Hace más de dos meses, el profesor Juan Gabriel Gómez (Universidad Nacional), en un reporte publicado en EL TIEMPO se refería a las metáforas de la guerra como aquellos epítetos que, sin referirse a ella, la incitaban de una u otra manera, y agregaba que mientras esto estuviera sucediendo, alcanzar la paz era un imposible. Dentro de estos podemos citar peyorativos señalamientos como enemigo interno, castrochavismo, narco-guerrilla, hectáreas de coca, aspersión aérea, izquierda, comunismo, populismo, acuerdo con impunidad, ideología de género, más otras falacias; estos constructos ideológicos para desacreditar al adversario no son nuevos; eso del eje del mal, enemigo interno y externo lo han manejado los EE.UU en sus luchas gendarmes e imperiales.
Aquí lo adoptaron y les ha funcionado bien, el sentimiento religioso es carne de cultivo; el miedo es un sentimiento natural y fácil de transmitir; desde niño nos amenazaban con “el cuco”, que nadie sabía quién era pero hacía temer. Ser señalizado de enemigo crispa el debate y puede perderse la racionalidad como ha ocurrido con los grupos levantados en armas. La destrucción del adversario con epítetos subliminales y falacias puede conducir a la guerra.
Hay términos que son satanizados y otros sacralizados dependiendo de quién los enuncie. Ejemplo, la desigualdad en Colombia es una realidad fáctica, somos el tercer país más desigual del mundo, pero cuando alguien lee críticamente esta situación y habla de ella, dicen que este está sembrando el odio y la lucha de clases y por lo tanto, atenta contra las instituciones y “sobra” como le dijo un senador del CD a Petro; la lucha de clases solo opera cuando banalizan los problemas y se ignora a las minorías étnicas y raciales; ser señalizado así, por líderes políticos y con la resonancia de los medios, es convertirlo en blanco de los fanáticos que matan por sus ideas porque carecen de argumentos; por eso mueren centenares de líderes sociales.
La desigualdad es un factor perturbador que puede abordarse desde el punto de vista de la retórica o desde el análisis crítico; si se hace desde lo primero, se cae en el populismo, pero si es del otro lado es legítimo hacerlo.
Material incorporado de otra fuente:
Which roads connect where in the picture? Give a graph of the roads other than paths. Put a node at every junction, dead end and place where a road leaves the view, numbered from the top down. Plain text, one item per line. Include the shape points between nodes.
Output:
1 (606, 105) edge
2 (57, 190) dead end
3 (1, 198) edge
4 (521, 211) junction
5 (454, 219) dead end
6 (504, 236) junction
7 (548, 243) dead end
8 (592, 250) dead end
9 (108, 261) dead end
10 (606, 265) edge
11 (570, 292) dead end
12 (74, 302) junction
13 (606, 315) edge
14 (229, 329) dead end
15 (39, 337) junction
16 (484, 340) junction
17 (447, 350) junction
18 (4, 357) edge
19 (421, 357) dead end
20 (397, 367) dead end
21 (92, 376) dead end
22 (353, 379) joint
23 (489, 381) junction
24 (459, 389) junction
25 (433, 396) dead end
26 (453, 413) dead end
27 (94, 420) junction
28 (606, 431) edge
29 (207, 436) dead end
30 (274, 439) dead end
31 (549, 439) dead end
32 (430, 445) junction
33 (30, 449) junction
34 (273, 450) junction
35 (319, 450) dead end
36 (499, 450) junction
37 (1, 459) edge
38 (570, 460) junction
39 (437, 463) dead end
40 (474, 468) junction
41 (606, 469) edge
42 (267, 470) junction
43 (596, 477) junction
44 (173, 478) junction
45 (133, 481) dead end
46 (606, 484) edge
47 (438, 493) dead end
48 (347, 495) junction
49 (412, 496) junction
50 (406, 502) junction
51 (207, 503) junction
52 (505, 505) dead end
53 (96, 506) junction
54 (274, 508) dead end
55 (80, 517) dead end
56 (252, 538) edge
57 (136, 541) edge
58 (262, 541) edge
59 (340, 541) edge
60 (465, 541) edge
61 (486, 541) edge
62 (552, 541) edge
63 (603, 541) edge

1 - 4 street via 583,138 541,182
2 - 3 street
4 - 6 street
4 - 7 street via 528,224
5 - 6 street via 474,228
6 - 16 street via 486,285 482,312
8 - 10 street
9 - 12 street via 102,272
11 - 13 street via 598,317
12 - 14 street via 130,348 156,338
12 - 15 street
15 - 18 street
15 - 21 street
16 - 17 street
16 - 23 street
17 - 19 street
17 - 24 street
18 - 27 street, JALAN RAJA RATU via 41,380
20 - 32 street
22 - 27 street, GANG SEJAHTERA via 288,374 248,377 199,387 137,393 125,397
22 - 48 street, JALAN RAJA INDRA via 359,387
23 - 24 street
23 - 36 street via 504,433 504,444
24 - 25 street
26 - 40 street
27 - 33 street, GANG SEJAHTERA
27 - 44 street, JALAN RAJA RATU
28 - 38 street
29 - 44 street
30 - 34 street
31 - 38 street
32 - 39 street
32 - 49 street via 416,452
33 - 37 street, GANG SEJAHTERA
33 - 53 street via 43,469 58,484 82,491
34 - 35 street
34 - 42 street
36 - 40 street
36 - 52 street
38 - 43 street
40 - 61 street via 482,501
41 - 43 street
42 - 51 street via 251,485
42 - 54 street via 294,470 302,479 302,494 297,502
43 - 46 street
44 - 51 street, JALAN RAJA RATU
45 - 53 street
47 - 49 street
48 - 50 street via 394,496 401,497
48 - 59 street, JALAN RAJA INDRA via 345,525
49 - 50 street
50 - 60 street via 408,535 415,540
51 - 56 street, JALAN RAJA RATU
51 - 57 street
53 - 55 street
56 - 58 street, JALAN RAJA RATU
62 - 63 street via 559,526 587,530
Colombia tiene una tradición violenta y de intolerancia atávica, nuestro transcurrir ha sido de guerras; por eso el diálogo es imposible, las posiciones son cada vez más vehementes y excluyentes, el interés particular prevalece sobre el público y el individuo sobre la sociedad.
La verdad, nos falta civismo para el debate. Cuando se extrema la intolerancia, surge el autoritarismo al estilo Luis XIV. Esto es fácil de vender en Colombia; en 2017, el Centro Nacional de Consultoría determinó que el 61 % de los colombianos tiene perfil autoritario, por eso este método ha calado tanto en amplios sectores de la sociedad. Más, el autoritarismo no es buen consejero y, más bien, induce a las gentes a replicar estas conductas. Dentro de esta categoría para gobernar, el crimen paga. A mis lectores, amigos y familiares, les deseo felices pascuas y un próspero año nuevo. Nos vemos en enero.